╭─ SOURCE MATERIAL
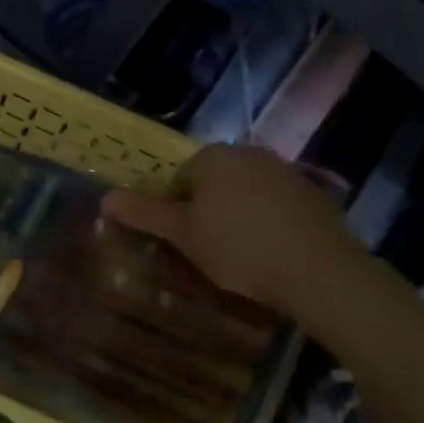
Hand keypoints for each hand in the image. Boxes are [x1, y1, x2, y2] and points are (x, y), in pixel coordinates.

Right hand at [102, 144, 371, 332]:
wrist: (319, 270)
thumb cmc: (239, 249)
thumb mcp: (183, 235)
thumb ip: (143, 213)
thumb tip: (105, 198)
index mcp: (211, 157)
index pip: (177, 181)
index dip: (173, 215)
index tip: (182, 245)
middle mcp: (247, 152)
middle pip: (211, 183)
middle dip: (205, 213)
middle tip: (208, 252)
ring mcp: (283, 169)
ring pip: (243, 192)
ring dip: (235, 216)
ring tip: (240, 255)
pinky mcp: (311, 191)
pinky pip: (274, 204)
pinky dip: (266, 221)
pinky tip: (272, 250)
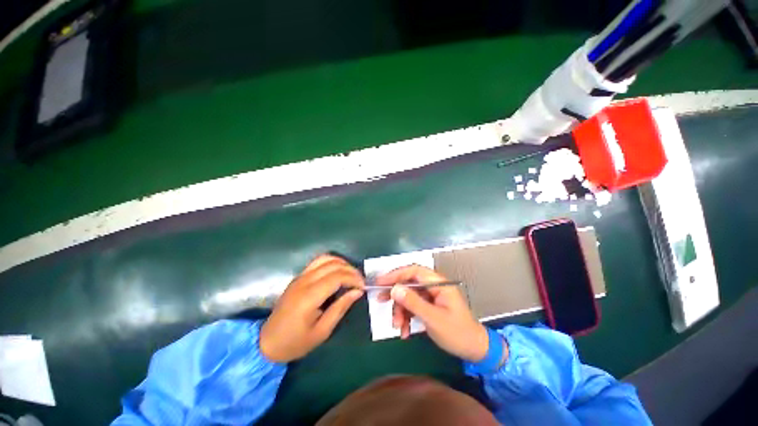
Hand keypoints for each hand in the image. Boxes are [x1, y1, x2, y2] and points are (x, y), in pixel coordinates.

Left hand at [260, 255, 364, 362]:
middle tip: (360, 282)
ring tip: (351, 275)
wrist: (267, 343)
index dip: (353, 278)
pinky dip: (332, 262)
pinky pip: (318, 261)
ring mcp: (300, 276)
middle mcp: (304, 281)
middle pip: (333, 264)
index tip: (363, 287)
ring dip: (342, 263)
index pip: (337, 276)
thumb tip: (358, 292)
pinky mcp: (298, 277)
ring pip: (325, 258)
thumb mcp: (322, 331)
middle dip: (351, 270)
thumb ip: (340, 308)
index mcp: (309, 296)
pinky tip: (338, 272)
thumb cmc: (295, 342)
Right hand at [376, 265, 489, 362]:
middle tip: (381, 300)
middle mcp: (434, 286)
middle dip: (396, 294)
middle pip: (409, 283)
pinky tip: (405, 331)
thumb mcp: (433, 318)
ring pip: (409, 296)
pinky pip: (413, 306)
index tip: (380, 282)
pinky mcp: (429, 306)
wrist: (474, 349)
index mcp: (438, 283)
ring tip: (398, 326)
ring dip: (401, 310)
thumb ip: (413, 303)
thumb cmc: (458, 333)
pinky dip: (407, 317)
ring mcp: (431, 296)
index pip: (413, 271)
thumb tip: (394, 289)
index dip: (396, 274)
╰─
PROBLEM TO SOLVE. Take the line that holds "Left hand at" as the first line and the last line of the data as the final one. Retype everything between, both included, exactly.

RESULT OF THE TASK.
Left hand at [260, 255, 364, 362]:
middle tip: (360, 282)
ring tip: (351, 275)
wrist: (267, 343)
index dip: (353, 278)
pinky dip: (332, 262)
pinky pip: (318, 261)
ring mcp: (300, 276)
middle mcp: (304, 281)
middle pip: (333, 264)
index tip: (363, 287)
ring dip: (342, 263)
index pip: (337, 276)
thumb tip: (358, 292)
pinky mcp: (298, 277)
ring pip: (325, 258)
thumb mcp: (322, 331)
middle dip: (351, 270)
thumb ip: (340, 308)
index mcp: (309, 296)
pinky tip: (338, 272)
thumb cmc: (295, 342)
Right hand at [376, 265, 489, 362]:
middle tip: (381, 300)
middle mcp: (434, 286)
middle dip: (396, 294)
middle pip: (409, 283)
pinky tip: (405, 331)
thumb mcp: (433, 318)
ring pip: (409, 296)
pinky pip: (413, 306)
index tip: (380, 282)
pinky mcp: (429, 306)
wrist: (474, 349)
index mcp: (438, 283)
ring tip: (398, 326)
ring dip: (401, 310)
thumb ip: (413, 303)
thumb cmc: (458, 333)
pinky dip: (407, 317)
ring mcp: (431, 296)
index pip: (413, 271)
thumb tip: (394, 289)
index dip: (396, 274)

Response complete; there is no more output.